Once I have found said core routine I try to get a grasp for how the state machine of the program looks like. If it's a complicated program this step takes quite a while but is very important for gaining an intuitive understanding of how to either add new features or fix bugs. I like to use my pen and paper to help me explore this part as I often have to back track over source files and re-evaluate what portions mean.

Once I have what I think is the state machine worked out I like to understand how the program takes input or is configured. In the case of a daemon that often means understanding how configuration files are loaded and how the configuration is represented in memory. Important to cover here is how default values are handled etc. I actually prioritise this over exploring the core loops ancillary functions (the bits that do the "real" work) as I find it hard to progress to that stage without understanding how the initial state is setup.

Which brings us to said "real" work. Hanging off of the core loop will be all the functions/modules are called to do the various parts of the programs function. By this time you should already know what these do even if you don't know how they work. Because you already have a good high level understanding at this point you can pick and choose which modules you need to cover and when to cover them.
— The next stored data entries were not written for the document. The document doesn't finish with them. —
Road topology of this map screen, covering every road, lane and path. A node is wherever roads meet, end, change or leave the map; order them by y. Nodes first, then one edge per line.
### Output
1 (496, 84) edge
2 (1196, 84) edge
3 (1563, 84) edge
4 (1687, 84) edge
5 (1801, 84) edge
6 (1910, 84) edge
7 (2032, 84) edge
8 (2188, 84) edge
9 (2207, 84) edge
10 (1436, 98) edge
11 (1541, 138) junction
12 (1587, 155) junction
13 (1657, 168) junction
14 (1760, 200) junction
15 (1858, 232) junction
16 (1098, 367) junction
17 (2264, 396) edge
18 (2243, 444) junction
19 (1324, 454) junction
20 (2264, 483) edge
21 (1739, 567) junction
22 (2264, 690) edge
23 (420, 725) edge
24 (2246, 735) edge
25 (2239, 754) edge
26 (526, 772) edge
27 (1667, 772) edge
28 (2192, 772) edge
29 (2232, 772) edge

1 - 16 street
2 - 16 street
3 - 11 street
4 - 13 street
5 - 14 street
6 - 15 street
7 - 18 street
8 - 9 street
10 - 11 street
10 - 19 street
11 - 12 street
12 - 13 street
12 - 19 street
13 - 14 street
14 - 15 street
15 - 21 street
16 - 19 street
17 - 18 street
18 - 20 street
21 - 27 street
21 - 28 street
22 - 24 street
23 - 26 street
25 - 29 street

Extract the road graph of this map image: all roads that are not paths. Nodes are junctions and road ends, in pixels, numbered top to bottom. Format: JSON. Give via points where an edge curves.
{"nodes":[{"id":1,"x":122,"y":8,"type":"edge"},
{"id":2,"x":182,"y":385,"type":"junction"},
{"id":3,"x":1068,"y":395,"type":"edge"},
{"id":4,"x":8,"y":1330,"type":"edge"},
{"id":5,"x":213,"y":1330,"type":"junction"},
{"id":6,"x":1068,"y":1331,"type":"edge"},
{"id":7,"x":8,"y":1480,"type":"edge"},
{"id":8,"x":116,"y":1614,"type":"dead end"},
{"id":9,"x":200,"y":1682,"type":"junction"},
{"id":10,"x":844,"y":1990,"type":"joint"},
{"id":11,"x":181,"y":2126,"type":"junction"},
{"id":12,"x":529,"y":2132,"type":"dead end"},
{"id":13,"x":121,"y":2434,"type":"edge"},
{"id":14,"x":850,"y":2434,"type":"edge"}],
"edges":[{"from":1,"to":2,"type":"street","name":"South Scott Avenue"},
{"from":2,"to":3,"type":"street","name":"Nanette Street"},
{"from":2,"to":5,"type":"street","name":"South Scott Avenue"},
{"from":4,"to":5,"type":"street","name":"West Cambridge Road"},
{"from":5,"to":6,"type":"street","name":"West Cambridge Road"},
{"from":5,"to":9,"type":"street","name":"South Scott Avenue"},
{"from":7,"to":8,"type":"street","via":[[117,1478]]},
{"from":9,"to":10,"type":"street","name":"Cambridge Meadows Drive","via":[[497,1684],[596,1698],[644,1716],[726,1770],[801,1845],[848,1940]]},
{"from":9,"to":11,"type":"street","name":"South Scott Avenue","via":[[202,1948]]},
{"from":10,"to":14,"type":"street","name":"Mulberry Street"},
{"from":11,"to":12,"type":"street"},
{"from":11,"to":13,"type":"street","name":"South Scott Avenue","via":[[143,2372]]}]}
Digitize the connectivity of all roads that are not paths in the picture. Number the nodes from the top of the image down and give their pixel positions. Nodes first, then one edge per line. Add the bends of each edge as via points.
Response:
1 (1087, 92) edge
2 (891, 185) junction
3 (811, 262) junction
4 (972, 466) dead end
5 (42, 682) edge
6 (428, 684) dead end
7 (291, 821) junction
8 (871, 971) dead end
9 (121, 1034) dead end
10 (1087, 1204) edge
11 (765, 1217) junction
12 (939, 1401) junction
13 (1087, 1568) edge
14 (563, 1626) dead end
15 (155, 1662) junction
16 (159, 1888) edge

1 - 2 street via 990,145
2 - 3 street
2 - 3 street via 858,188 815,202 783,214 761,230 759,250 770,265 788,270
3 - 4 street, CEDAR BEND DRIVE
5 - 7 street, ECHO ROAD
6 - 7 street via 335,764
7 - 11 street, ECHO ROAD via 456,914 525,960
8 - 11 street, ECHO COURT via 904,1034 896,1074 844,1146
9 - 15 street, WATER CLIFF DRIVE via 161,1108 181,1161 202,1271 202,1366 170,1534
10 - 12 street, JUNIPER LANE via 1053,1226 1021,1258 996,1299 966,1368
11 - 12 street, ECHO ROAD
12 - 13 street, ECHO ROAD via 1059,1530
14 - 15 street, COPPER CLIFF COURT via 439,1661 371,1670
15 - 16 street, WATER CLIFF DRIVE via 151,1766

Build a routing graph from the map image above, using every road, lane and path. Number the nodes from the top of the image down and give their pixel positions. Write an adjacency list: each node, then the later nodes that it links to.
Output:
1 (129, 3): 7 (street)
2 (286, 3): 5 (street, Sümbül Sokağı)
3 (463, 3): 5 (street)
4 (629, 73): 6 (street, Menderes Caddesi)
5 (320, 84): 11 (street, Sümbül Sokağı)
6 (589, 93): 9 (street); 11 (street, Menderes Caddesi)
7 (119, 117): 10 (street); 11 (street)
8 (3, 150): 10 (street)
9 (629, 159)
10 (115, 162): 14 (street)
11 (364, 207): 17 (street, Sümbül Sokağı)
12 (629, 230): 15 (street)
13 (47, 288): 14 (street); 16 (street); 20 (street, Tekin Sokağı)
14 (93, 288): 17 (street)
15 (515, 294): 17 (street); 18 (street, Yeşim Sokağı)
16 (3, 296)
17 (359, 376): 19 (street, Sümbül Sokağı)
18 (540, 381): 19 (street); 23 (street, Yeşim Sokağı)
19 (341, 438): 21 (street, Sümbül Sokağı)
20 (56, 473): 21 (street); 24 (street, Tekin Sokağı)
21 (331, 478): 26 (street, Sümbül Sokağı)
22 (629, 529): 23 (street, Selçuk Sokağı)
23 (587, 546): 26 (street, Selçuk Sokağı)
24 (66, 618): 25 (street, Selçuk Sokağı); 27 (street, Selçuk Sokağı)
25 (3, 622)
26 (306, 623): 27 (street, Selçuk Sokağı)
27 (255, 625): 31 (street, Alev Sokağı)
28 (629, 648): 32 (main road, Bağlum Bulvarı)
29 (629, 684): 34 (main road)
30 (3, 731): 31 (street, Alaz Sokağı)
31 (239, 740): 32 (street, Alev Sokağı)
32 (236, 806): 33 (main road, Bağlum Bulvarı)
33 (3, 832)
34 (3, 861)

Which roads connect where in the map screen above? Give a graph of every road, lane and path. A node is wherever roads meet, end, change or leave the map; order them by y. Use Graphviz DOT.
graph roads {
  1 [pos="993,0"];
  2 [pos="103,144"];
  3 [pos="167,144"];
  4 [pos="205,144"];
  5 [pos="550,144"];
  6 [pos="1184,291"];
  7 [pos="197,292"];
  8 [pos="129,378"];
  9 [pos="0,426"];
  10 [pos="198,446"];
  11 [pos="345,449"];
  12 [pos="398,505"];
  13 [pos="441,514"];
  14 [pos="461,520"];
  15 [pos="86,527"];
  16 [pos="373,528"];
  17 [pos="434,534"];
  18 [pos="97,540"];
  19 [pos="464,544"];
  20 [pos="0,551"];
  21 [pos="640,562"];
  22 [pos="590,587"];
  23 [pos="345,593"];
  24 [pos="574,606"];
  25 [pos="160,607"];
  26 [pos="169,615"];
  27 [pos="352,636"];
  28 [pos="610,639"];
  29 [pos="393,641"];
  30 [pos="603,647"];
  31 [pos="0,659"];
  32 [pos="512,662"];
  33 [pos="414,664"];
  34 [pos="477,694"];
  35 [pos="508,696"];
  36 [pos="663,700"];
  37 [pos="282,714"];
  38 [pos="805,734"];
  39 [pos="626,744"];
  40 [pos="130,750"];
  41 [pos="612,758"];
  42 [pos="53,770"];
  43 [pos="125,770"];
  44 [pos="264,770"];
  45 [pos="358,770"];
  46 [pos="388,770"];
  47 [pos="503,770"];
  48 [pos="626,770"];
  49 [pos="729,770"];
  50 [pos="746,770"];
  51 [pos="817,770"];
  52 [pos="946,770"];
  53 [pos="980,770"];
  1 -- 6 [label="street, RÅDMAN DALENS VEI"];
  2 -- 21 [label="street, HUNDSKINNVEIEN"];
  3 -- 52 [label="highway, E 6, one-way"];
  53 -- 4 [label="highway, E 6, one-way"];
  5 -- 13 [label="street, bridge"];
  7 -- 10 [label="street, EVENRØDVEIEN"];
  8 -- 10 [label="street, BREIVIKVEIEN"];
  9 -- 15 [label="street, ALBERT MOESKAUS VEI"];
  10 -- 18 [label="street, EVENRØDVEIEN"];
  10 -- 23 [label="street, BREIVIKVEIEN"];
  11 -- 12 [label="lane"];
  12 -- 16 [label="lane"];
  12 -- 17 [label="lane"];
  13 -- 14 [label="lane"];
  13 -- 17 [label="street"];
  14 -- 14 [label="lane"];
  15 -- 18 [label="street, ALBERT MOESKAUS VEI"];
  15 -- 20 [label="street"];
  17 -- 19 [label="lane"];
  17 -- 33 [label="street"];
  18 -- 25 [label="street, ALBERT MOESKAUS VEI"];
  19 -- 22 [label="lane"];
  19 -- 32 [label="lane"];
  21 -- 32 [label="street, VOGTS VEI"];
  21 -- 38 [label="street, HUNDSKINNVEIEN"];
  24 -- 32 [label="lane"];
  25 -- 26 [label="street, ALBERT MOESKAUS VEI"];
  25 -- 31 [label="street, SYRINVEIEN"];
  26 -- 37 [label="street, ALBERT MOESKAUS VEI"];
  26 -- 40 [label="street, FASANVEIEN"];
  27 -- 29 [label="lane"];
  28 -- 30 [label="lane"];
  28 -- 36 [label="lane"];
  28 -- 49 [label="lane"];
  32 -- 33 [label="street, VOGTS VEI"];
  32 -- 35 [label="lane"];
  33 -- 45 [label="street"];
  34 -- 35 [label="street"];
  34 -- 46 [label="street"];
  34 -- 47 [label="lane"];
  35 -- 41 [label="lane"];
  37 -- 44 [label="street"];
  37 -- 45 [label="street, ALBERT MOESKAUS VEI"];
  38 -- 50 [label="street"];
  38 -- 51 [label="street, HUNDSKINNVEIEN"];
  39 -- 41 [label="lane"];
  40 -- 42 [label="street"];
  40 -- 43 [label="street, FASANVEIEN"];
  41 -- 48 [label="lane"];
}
Whatever your IDE/editor of choice is, I think these having these three functions are critical to learning a new codebase, or even developing for that matter: 1. Go to definition 2. Find all references 3. Navigate back

This allows you to go down any code rabbit hole, figure stuff out, then get back to where you were. If you can't do those things it will take much longer to understand how things are interconnected.


Absolutely. In Emacs, I depend heavily on etags and the occasional rgrep to find my way around a fairly large project written mostly in C.

I haven't dealt with a JavaScript project large enough that I've bothered setting up tags, but I imagine something similar is available.


I start with running the tests if there are any. Typically peeling layers of the onion starting with the boundary. If there are no tests, then I'll try to write them. Then running tests in debug mode helps step through the code. If I have the luxury of asking questions to an engineer experienced with the codebase, I request a high level whiteboarding session all the while being cognizant of their time.

Some others have mentioned recency/touchTime as another signal. For large complex codebases, that may or may not always work.


When you think you understand something write a test and test your belief. If the test passes then both your knowledge and the code base are better for it. If the test fails then rewrite the test to the failure and write another test. Again you will know more and the code base will be better.

Good luck.


I feel your comment should be the top one. but I disagree with this bit:

> the code base will be better.

I'd change "will be" to "might get." because this is true if you're doing unit tests that the code base can use. but sometimes you do characterization tests, which are not worth keeping around. or you might build a couple variations on "hello world" with the unfamiliar code base, just to be sure that it works the way you think it does.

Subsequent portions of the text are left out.